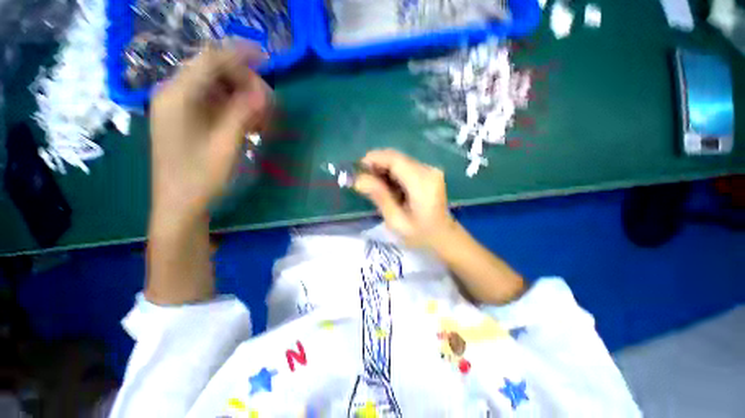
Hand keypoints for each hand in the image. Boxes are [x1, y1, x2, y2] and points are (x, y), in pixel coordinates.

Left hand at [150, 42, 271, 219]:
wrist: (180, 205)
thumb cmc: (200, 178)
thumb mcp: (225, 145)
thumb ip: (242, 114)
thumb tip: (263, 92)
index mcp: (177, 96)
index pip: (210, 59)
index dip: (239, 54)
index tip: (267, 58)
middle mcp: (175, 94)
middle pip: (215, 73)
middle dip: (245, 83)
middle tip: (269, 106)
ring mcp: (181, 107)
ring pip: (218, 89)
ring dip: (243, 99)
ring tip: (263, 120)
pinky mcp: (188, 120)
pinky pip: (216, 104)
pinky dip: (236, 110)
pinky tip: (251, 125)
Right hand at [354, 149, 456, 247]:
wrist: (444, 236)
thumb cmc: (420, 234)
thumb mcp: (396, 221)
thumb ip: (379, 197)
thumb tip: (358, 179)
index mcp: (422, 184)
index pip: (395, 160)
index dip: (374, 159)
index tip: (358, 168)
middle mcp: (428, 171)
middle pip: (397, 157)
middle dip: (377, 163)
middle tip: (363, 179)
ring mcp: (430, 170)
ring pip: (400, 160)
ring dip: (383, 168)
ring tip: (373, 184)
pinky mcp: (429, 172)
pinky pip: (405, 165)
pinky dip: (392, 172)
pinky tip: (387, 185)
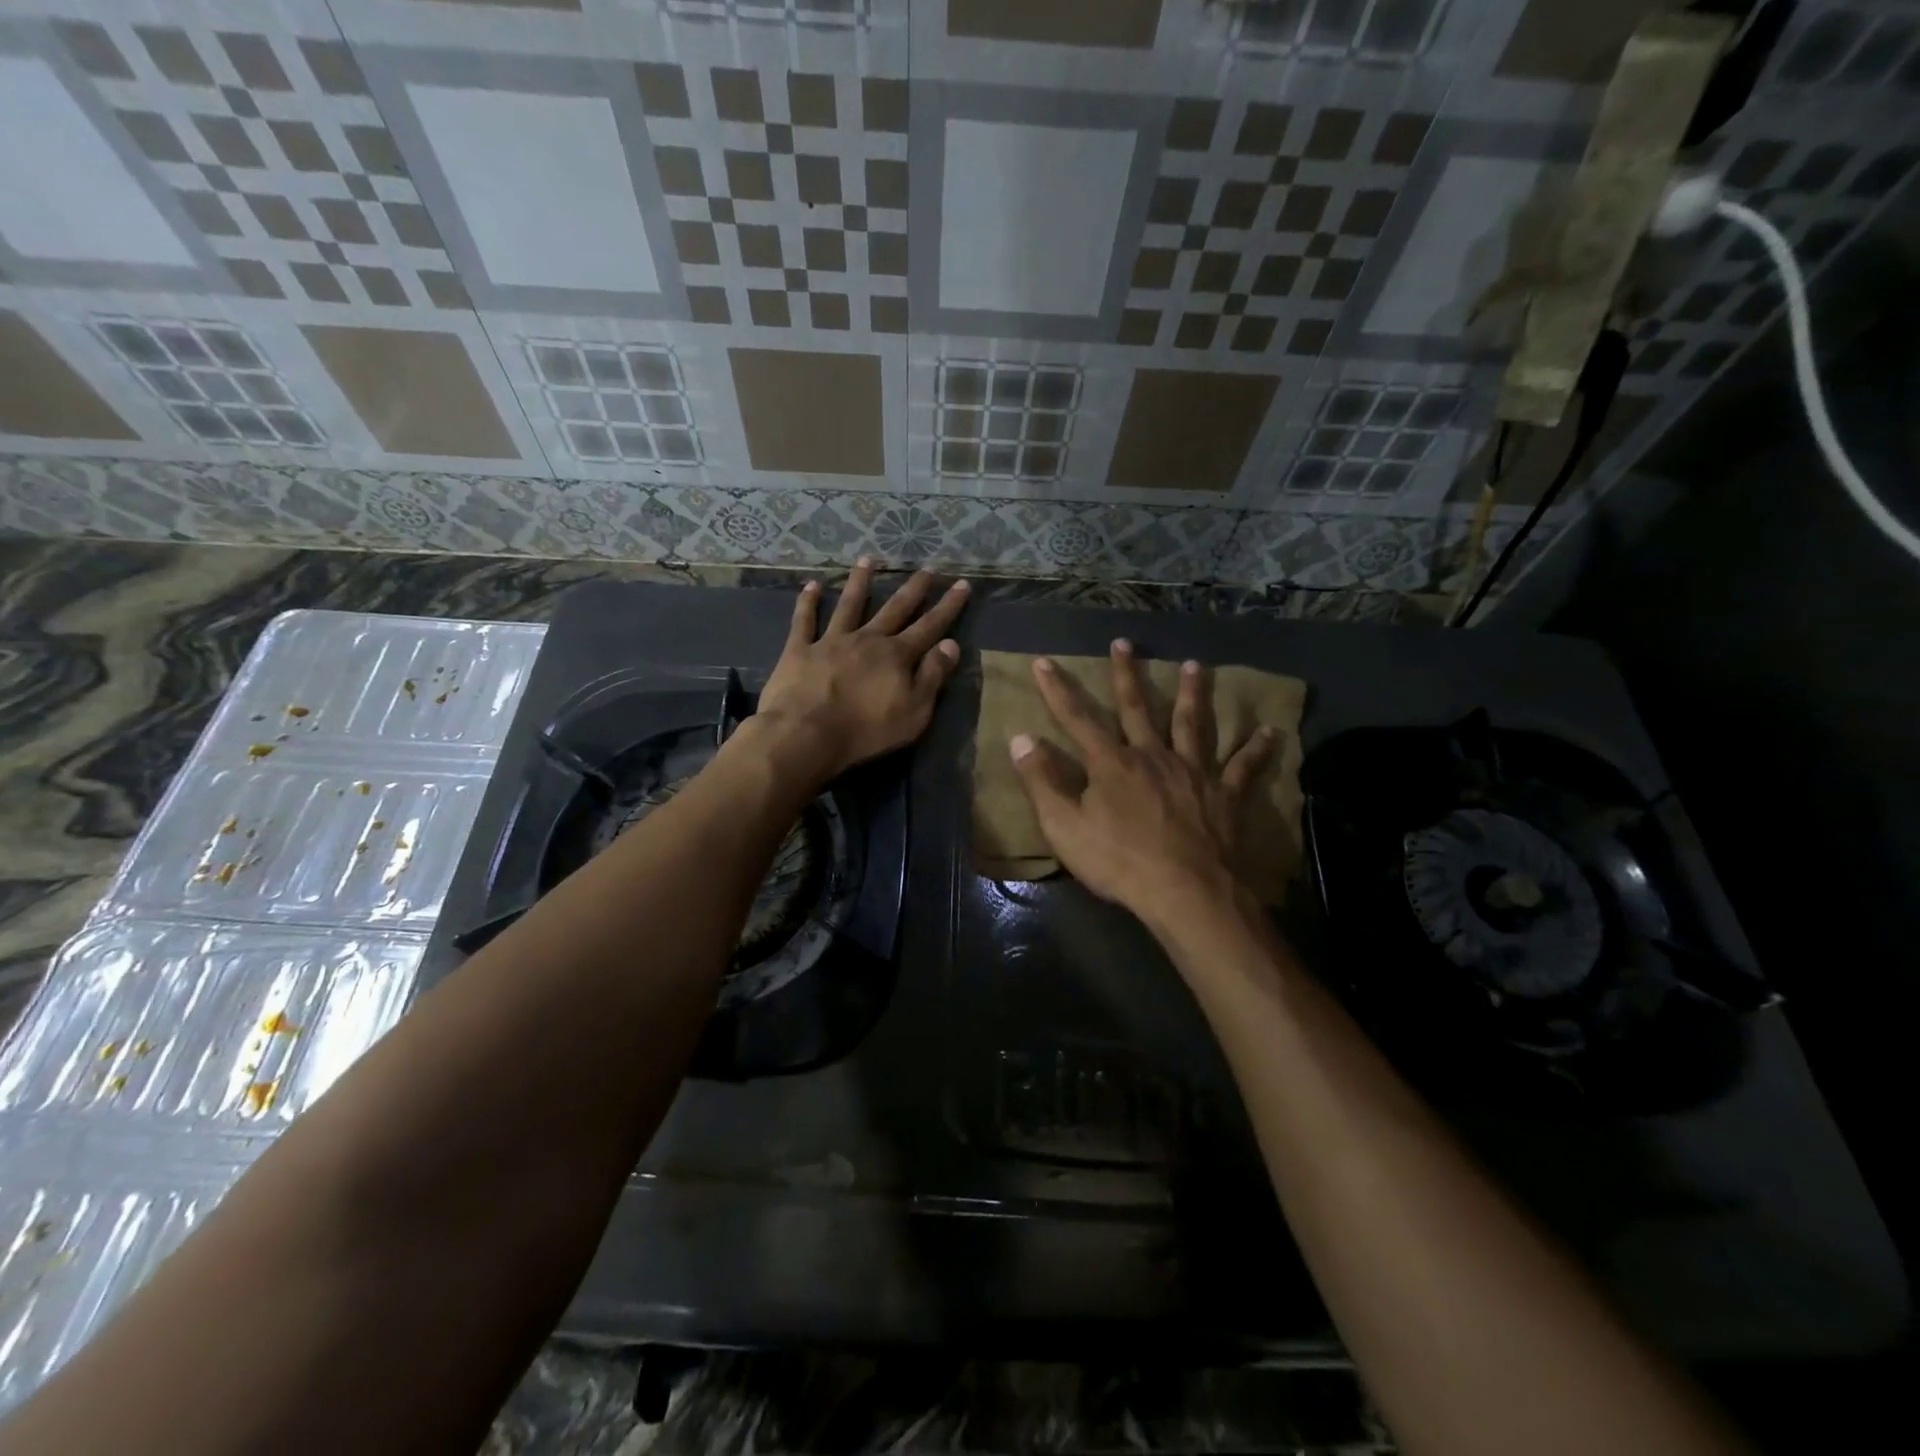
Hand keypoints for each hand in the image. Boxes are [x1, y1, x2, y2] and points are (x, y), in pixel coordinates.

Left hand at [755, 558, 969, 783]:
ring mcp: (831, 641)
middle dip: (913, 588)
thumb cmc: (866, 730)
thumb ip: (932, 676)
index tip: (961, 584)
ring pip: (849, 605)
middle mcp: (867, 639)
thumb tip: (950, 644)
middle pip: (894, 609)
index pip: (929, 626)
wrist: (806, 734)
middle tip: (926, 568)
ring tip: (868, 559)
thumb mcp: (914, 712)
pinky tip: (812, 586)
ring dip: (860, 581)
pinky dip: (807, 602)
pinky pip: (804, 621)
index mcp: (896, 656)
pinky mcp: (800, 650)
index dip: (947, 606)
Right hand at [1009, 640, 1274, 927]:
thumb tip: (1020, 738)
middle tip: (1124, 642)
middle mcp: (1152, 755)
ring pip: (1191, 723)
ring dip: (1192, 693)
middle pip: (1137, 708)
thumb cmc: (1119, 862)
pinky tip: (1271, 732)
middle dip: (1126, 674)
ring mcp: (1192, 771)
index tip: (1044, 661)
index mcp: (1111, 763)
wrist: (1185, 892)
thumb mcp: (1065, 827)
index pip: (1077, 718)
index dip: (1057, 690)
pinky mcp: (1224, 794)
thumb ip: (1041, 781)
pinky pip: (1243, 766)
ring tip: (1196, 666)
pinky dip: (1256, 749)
• • • • • • •
Return word for word the lines from the beginning of the entries through the line that contains "middle mcp: (428, 171)", both ends included, but no pictures.

Hand keypoints for each hand in the image. Boxes are [x1, y1, x2, y2] and points are (x, y), in pixel coordinates.

Left hand at [150, 42, 271, 219]:
wrist: (180, 205)
thumb cmc: (200, 178)
thumb mcp: (225, 145)
thumb ip: (242, 114)
thumb tip: (263, 92)
index mcp: (177, 96)
index pip: (210, 59)
index dip: (239, 54)
index tip: (267, 58)
middle mcp: (175, 94)
middle pip: (215, 73)
middle dip: (245, 83)
middle tip: (269, 106)
ring mcp: (181, 107)
ring pip: (218, 89)
ring dip: (243, 99)
ring tip: (263, 120)
pinky mcp: (188, 120)
pinky pip: (216, 104)
pinky dip: (236, 110)
pinky tip: (251, 125)
Right hand at [354, 149, 456, 247]:
wrist: (444, 236)
thumb cmc: (420, 234)
thumb mcp: (396, 221)
thumb ip: (379, 197)
thumb tip: (358, 179)
index mcp: (422, 184)
index pip: (395, 160)
index dip: (374, 159)
index tip: (358, 168)
middle mcp: (428, 171)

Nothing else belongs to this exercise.